Material for this task section start
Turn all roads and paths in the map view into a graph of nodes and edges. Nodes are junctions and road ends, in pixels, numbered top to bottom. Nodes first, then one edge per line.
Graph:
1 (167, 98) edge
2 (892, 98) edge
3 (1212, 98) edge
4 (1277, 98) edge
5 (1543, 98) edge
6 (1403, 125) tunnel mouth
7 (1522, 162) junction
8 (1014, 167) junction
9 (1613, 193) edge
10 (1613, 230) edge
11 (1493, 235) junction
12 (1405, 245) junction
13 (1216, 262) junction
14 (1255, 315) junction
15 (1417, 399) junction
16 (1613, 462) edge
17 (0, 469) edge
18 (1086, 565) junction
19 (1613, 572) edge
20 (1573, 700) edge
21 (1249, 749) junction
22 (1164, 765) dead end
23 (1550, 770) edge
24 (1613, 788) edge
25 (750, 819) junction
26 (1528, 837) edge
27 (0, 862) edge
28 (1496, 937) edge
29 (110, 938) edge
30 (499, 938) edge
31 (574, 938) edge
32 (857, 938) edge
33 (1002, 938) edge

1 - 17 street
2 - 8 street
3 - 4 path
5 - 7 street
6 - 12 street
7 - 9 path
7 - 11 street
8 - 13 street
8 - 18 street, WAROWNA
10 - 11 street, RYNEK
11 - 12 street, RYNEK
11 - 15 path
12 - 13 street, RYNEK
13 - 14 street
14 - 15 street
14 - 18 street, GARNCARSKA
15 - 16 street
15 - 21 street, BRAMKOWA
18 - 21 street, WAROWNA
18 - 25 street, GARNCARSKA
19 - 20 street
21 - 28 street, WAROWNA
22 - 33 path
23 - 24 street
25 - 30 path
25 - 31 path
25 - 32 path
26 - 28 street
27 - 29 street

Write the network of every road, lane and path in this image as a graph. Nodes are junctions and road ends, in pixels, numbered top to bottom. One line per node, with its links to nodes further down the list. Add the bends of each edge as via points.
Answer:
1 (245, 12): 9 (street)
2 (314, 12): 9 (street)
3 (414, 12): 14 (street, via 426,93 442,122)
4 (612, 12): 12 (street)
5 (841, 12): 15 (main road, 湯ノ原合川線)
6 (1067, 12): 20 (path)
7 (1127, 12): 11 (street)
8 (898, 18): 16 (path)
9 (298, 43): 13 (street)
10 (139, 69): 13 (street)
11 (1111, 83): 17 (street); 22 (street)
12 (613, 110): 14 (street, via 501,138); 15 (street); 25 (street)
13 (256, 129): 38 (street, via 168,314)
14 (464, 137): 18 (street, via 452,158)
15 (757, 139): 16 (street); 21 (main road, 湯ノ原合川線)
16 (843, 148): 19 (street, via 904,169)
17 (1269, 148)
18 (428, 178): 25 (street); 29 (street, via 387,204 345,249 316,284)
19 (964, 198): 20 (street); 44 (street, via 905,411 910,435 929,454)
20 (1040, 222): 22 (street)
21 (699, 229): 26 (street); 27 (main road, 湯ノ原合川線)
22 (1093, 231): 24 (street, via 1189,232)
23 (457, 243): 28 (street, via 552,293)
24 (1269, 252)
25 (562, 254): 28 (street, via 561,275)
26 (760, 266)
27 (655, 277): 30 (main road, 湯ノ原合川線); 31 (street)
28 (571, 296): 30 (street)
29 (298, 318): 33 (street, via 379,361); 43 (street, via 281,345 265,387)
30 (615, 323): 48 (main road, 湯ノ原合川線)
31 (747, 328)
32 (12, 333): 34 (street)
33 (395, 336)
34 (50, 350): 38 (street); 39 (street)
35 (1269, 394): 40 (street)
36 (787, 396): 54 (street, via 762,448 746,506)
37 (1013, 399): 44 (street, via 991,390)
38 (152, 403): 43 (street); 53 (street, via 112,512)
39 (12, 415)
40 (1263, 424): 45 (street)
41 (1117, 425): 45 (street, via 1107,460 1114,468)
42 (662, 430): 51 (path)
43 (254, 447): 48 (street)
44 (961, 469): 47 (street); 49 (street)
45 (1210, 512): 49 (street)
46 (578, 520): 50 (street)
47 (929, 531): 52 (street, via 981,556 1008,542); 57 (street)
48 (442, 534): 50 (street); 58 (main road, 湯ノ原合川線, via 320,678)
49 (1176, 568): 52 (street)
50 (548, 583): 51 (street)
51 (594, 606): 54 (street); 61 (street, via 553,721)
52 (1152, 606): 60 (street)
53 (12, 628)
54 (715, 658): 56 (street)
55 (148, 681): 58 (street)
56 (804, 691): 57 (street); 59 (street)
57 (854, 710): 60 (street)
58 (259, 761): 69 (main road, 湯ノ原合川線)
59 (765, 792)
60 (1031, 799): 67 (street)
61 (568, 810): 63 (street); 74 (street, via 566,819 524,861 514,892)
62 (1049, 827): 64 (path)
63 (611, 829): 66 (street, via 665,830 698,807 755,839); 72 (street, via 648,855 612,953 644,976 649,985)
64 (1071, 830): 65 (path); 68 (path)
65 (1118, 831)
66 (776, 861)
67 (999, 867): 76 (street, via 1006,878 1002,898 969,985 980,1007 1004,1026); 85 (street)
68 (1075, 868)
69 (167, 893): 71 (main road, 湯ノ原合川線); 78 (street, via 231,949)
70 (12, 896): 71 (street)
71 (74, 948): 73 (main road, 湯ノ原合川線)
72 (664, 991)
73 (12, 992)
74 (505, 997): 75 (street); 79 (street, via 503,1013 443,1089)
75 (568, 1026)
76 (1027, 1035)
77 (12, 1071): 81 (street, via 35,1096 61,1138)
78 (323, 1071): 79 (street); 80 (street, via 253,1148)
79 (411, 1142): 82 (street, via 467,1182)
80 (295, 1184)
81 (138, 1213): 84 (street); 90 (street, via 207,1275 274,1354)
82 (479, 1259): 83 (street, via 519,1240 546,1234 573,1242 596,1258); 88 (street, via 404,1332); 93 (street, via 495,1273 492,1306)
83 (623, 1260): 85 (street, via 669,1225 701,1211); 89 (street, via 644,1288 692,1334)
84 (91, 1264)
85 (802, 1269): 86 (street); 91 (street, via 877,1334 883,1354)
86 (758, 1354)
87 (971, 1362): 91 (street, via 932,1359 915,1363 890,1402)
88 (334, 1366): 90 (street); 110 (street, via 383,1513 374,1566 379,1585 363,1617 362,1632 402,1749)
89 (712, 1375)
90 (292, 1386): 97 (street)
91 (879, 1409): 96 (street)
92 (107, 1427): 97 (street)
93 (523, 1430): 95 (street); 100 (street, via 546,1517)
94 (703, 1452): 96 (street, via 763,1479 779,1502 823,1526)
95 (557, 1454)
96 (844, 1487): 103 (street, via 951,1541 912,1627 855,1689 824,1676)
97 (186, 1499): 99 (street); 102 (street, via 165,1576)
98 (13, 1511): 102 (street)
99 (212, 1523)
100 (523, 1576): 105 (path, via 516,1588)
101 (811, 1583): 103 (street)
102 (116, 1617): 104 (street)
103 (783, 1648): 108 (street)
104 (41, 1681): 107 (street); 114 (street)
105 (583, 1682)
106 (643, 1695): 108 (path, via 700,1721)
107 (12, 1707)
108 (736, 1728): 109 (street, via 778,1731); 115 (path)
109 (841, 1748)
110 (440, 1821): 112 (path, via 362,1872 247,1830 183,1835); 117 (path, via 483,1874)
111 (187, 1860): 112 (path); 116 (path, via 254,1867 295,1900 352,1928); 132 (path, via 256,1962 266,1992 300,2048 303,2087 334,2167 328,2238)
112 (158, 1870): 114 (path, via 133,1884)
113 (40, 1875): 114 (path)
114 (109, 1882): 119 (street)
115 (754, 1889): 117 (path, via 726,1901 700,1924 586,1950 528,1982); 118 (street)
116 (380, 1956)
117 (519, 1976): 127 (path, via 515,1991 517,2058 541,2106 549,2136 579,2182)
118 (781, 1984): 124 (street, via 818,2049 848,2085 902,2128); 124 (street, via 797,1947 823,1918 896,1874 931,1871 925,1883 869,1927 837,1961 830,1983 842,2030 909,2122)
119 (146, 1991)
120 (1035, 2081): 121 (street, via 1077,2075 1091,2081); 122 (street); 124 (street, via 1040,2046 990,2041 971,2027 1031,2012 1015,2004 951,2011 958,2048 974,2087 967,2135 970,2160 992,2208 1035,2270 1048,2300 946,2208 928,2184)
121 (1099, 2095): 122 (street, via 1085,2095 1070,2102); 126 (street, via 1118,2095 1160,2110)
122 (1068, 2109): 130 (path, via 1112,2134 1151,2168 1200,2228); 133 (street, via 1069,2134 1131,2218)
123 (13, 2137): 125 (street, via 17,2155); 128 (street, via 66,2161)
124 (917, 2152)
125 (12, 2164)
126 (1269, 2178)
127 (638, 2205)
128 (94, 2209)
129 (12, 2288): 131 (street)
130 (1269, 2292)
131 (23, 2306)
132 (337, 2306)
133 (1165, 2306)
Material for this task section end
Filter the data down to the lines that contain the string "bottom", and copy them.

Turn all roads and paths in the map view into a graph of nodes and edges. Nodes are junctions and road ends, in pixels, numbered top to bottom. Nodes first, then one edge per line.
Write the network of every road, lane and path in this image as a graph. Nodes are junctions and road ends, in pixels, numbered top to bottom. One line per node, with its links to nodes further down the list. Add the bends of each edge as via points.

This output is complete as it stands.